____ DATA EXTRACT

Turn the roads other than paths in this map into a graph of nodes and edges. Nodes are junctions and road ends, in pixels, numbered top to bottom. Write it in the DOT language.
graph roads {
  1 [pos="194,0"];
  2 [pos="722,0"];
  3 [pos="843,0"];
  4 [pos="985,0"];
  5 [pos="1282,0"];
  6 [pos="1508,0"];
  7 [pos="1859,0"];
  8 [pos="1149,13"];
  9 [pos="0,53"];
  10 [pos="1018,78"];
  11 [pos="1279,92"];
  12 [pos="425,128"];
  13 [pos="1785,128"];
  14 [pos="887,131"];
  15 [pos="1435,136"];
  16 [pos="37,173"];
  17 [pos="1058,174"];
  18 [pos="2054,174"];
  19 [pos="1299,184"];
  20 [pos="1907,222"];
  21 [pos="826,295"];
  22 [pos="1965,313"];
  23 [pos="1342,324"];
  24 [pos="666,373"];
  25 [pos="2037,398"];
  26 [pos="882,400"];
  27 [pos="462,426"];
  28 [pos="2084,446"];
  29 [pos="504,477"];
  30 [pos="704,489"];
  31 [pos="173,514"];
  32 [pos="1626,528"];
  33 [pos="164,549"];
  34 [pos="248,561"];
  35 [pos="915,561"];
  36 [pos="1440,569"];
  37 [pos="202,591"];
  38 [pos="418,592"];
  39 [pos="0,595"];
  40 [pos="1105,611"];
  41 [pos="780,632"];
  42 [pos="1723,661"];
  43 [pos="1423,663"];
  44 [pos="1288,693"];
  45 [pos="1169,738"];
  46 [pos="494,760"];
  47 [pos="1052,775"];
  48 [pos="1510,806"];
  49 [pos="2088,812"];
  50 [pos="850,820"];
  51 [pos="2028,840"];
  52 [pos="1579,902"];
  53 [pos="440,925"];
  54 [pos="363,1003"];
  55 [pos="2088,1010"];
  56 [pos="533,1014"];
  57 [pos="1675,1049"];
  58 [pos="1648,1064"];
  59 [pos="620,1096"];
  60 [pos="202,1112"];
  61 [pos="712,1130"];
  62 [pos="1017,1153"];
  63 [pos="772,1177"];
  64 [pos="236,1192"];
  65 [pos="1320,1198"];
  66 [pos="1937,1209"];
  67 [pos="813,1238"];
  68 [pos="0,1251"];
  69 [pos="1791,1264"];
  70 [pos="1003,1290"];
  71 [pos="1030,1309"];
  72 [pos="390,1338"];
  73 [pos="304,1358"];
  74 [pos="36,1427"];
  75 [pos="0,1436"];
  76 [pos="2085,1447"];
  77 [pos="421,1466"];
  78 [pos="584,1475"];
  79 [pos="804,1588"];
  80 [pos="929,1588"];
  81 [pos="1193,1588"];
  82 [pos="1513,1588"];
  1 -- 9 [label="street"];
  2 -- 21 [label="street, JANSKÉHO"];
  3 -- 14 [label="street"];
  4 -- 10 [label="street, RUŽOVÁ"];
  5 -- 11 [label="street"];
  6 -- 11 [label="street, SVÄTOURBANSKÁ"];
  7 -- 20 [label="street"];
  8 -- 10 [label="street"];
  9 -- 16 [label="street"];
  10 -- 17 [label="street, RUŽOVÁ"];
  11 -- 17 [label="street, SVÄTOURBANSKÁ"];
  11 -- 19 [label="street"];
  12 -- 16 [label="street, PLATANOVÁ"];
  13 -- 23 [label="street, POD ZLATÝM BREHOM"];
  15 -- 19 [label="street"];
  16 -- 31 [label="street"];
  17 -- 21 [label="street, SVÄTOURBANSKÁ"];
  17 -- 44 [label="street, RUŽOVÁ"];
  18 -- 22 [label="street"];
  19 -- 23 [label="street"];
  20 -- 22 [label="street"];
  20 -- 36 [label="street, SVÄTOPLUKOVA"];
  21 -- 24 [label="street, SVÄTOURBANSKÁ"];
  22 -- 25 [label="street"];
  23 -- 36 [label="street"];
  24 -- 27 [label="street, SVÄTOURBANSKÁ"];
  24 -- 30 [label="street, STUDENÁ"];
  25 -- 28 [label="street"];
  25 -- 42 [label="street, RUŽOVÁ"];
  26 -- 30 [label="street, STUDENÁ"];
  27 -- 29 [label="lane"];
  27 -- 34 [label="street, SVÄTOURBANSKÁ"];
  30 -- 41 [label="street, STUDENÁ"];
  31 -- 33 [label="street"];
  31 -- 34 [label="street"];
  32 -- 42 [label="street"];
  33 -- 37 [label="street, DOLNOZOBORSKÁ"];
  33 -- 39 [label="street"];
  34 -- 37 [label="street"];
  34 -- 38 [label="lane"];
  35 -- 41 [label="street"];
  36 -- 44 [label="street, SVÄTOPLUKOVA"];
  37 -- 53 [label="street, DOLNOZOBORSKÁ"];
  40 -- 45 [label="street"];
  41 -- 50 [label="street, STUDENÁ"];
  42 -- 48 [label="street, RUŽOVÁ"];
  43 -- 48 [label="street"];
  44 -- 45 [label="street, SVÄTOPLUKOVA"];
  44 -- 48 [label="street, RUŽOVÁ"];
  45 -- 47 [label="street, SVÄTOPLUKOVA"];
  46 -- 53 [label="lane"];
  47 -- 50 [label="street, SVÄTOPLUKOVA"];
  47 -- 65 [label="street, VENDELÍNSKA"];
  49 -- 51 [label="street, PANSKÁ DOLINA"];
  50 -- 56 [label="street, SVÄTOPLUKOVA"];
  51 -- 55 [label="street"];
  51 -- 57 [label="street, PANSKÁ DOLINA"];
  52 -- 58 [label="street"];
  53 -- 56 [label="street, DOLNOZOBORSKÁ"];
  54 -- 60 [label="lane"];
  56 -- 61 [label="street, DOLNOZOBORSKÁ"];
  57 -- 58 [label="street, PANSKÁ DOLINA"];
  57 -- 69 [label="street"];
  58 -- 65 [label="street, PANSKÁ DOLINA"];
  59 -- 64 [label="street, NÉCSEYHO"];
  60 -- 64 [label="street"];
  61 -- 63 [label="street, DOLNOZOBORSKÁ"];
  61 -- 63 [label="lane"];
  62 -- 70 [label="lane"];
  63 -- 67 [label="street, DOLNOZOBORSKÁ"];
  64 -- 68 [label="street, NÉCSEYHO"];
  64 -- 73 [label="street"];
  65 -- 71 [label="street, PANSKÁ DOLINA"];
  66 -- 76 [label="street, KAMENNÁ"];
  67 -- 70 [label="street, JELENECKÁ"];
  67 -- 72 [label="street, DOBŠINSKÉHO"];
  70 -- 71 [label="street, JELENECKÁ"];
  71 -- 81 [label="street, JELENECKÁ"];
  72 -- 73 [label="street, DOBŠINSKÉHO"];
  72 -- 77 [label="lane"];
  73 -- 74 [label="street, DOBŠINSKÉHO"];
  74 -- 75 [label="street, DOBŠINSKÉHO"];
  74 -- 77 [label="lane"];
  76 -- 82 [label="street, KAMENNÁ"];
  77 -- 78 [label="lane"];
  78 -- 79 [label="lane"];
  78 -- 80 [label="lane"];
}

________

> [YOUR ASSIGNMENT] Quote all of the entries verbatim.

> [WRITTEN RESPONSE]
Turn the roads other than paths in this map into a graph of nodes and edges. Nodes are junctions and road ends, in pixels, numbered top to bottom. Write it in the DOT language.
graph roads {
  1 [pos="194,0"];
  2 [pos="722,0"];
  3 [pos="843,0"];
  4 [pos="985,0"];
  5 [pos="1282,0"];
  6 [pos="1508,0"];
  7 [pos="1859,0"];
  8 [pos="1149,13"];
  9 [pos="0,53"];
  10 [pos="1018,78"];
  11 [pos="1279,92"];
  12 [pos="425,128"];
  13 [pos="1785,128"];
  14 [pos="887,131"];
  15 [pos="1435,136"];
  16 [pos="37,173"];
  17 [pos="1058,174"];
  18 [pos="2054,174"];
  19 [pos="1299,184"];
  20 [pos="1907,222"];
  21 [pos="826,295"];
  22 [pos="1965,313"];
  23 [pos="1342,324"];
  24 [pos="666,373"];
  25 [pos="2037,398"];
  26 [pos="882,400"];
  27 [pos="462,426"];
  28 [pos="2084,446"];
  29 [pos="504,477"];
  30 [pos="704,489"];
  31 [pos="173,514"];
  32 [pos="1626,528"];
  33 [pos="164,549"];
  34 [pos="248,561"];
  35 [pos="915,561"];
  36 [pos="1440,569"];
  37 [pos="202,591"];
  38 [pos="418,592"];
  39 [pos="0,595"];
  40 [pos="1105,611"];
  41 [pos="780,632"];
  42 [pos="1723,661"];
  43 [pos="1423,663"];
  44 [pos="1288,693"];
  45 [pos="1169,738"];
  46 [pos="494,760"];
  47 [pos="1052,775"];
  48 [pos="1510,806"];
  49 [pos="2088,812"];
  50 [pos="850,820"];
  51 [pos="2028,840"];
  52 [pos="1579,902"];
  53 [pos="440,925"];
  54 [pos="363,1003"];
  55 [pos="2088,1010"];
  56 [pos="533,1014"];
  57 [pos="1675,1049"];
  58 [pos="1648,1064"];
  59 [pos="620,1096"];
  60 [pos="202,1112"];
  61 [pos="712,1130"];
  62 [pos="1017,1153"];
  63 [pos="772,1177"];
  64 [pos="236,1192"];
  65 [pos="1320,1198"];
  66 [pos="1937,1209"];
  67 [pos="813,1238"];
  68 [pos="0,1251"];
  69 [pos="1791,1264"];
  70 [pos="1003,1290"];
  71 [pos="1030,1309"];
  72 [pos="390,1338"];
  73 [pos="304,1358"];
  74 [pos="36,1427"];
  75 [pos="0,1436"];
  76 [pos="2085,1447"];
  77 [pos="421,1466"];
  78 [pos="584,1475"];
  79 [pos="804,1588"];
  80 [pos="929,1588"];
  81 [pos="1193,1588"];
  82 [pos="1513,1588"];
  1 -- 9 [label="street"];
  2 -- 21 [label="street, JANSKÉHO"];
  3 -- 14 [label="street"];
  4 -- 10 [label="street, RUŽOVÁ"];
  5 -- 11 [label="street"];
  6 -- 11 [label="street, SVÄTOURBANSKÁ"];
  7 -- 20 [label="street"];
  8 -- 10 [label="street"];
  9 -- 16 [label="street"];
  10 -- 17 [label="street, RUŽOVÁ"];
  11 -- 17 [label="street, SVÄTOURBANSKÁ"];
  11 -- 19 [label="street"];
  12 -- 16 [label="street, PLATANOVÁ"];
  13 -- 23 [label="street, POD ZLATÝM BREHOM"];
  15 -- 19 [label="street"];
  16 -- 31 [label="street"];
  17 -- 21 [label="street, SVÄTOURBANSKÁ"];
  17 -- 44 [label="street, RUŽOVÁ"];
  18 -- 22 [label="street"];
  19 -- 23 [label="street"];
  20 -- 22 [label="street"];
  20 -- 36 [label="street, SVÄTOPLUKOVA"];
  21 -- 24 [label="street, SVÄTOURBANSKÁ"];
  22 -- 25 [label="street"];
  23 -- 36 [label="street"];
  24 -- 27 [label="street, SVÄTOURBANSKÁ"];
  24 -- 30 [label="street, STUDENÁ"];
  25 -- 28 [label="street"];
  25 -- 42 [label="street, RUŽOVÁ"];
  26 -- 30 [label="street, STUDENÁ"];
  27 -- 29 [label="lane"];
  27 -- 34 [label="street, SVÄTOURBANSKÁ"];
  30 -- 41 [label="street, STUDENÁ"];
  31 -- 33 [label="street"];
  31 -- 34 [label="street"];
  32 -- 42 [label="street"];
  33 -- 37 [label="street, DOLNOZOBORSKÁ"];
  33 -- 39 [label="street"];
  34 -- 37 [label="street"];
  34 -- 38 [label="lane"];
  35 -- 41 [label="street"];
  36 -- 44 [label="street, SVÄTOPLUKOVA"];
  37 -- 53 [label="street, DOLNOZOBORSKÁ"];
  40 -- 45 [label="street"];
  41 -- 50 [label="street, STUDENÁ"];
  42 -- 48 [label="street, RUŽOVÁ"];
  43 -- 48 [label="street"];
  44 -- 45 [label="street, SVÄTOPLUKOVA"];
  44 -- 48 [label="street, RUŽOVÁ"];
  45 -- 47 [label="street, SVÄTOPLUKOVA"];
  46 -- 53 [label="lane"];
  47 -- 50 [label="street, SVÄTOPLUKOVA"];
  47 -- 65 [label="street, VENDELÍNSKA"];
  49 -- 51 [label="street, PANSKÁ DOLINA"];
  50 -- 56 [label="street, SVÄTOPLUKOVA"];
  51 -- 55 [label="street"];
  51 -- 57 [label="street, PANSKÁ DOLINA"];
  52 -- 58 [label="street"];
  53 -- 56 [label="street, DOLNOZOBORSKÁ"];
  54 -- 60 [label="lane"];
  56 -- 61 [label="street, DOLNOZOBORSKÁ"];
  57 -- 58 [label="street, PANSKÁ DOLINA"];
  57 -- 69 [label="street"];
  58 -- 65 [label="street, PANSKÁ DOLINA"];
  59 -- 64 [label="street, NÉCSEYHO"];
  60 -- 64 [label="street"];
  61 -- 63 [label="street, DOLNOZOBORSKÁ"];
  61 -- 63 [label="lane"];
  62 -- 70 [label="lane"];
  63 -- 67 [label="street, DOLNOZOBORSKÁ"];
  64 -- 68 [label="street, NÉCSEYHO"];
  64 -- 73 [label="street"];
  65 -- 71 [label="street, PANSKÁ DOLINA"];
  66 -- 76 [label="street, KAMENNÁ"];
  67 -- 70 [label="street, JELENECKÁ"];
  67 -- 72 [label="street, DOBŠINSKÉHO"];
  70 -- 71 [label="street, JELENECKÁ"];
  71 -- 81 [label="street, JELENECKÁ"];
  72 -- 73 [label="street, DOBŠINSKÉHO"];
  72 -- 77 [label="lane"];
  73 -- 74 [label="street, DOBŠINSKÉHO"];
  74 -- 75 [label="street, DOBŠINSKÉHO"];
  74 -- 77 [label="lane"];
  76 -- 82 [label="street, KAMENNÁ"];
  77 -- 78 [label="lane"];
  78 -- 79 [label="lane"];
  78 -- 80 [label="lane"];
}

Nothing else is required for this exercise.